Look through the data below and return each line where "dead" appears.

- **Data provided**:
.....

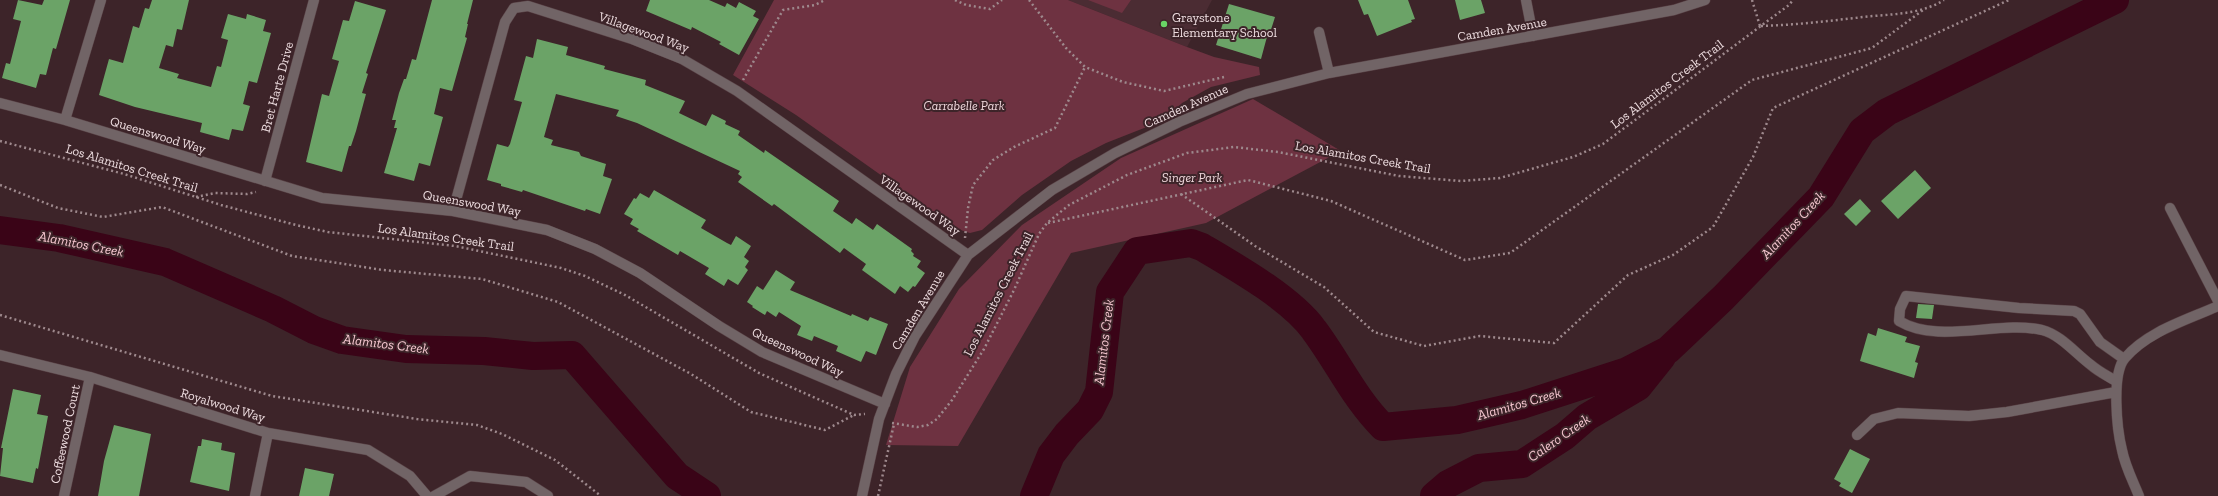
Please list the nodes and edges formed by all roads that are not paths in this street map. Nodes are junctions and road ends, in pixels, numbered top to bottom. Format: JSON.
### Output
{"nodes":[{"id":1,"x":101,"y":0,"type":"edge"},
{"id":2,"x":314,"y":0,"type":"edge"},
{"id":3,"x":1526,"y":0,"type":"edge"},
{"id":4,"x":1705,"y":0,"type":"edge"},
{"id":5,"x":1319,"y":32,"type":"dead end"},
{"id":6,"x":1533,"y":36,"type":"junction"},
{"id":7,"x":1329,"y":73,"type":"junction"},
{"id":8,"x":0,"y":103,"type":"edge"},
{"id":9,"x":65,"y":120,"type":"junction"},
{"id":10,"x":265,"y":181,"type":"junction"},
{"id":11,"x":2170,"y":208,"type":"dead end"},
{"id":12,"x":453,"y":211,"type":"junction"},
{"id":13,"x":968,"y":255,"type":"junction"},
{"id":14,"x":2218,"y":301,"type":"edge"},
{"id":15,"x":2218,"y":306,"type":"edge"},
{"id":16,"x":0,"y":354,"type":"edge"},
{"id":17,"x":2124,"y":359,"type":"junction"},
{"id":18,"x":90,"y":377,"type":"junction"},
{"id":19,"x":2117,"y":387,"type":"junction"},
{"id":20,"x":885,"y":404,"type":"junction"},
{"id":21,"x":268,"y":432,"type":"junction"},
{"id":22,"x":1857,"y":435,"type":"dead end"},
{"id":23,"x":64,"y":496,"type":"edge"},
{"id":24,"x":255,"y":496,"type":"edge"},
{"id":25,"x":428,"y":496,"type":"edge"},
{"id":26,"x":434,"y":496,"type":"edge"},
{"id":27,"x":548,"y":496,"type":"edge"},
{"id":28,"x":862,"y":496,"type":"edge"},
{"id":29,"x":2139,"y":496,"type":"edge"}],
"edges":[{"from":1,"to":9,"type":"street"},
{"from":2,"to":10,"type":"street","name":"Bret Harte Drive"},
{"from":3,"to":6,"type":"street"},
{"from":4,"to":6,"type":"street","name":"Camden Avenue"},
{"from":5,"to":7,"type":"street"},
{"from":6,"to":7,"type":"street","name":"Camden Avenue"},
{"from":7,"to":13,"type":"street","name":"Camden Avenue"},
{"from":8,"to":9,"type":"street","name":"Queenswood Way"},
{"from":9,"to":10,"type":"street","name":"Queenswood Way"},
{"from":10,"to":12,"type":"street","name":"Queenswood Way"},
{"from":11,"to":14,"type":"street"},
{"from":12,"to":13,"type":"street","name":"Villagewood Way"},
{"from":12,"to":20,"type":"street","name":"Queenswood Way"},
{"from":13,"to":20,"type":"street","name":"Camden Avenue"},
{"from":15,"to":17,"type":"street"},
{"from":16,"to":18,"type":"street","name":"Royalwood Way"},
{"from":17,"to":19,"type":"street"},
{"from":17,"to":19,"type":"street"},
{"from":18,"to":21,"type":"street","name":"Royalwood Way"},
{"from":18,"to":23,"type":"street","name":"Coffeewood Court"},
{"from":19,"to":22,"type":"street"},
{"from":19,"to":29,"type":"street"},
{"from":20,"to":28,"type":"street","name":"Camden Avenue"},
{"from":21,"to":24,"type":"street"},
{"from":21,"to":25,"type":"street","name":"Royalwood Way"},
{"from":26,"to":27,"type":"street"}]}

.....

- **Written response**:
{"id":5,"x":1319,"y":32,"type":"dead end"},
{"id":11,"x":2170,"y":208,"type":"dead end"},
{"id":22,"x":1857,"y":435,"type":"dead end"},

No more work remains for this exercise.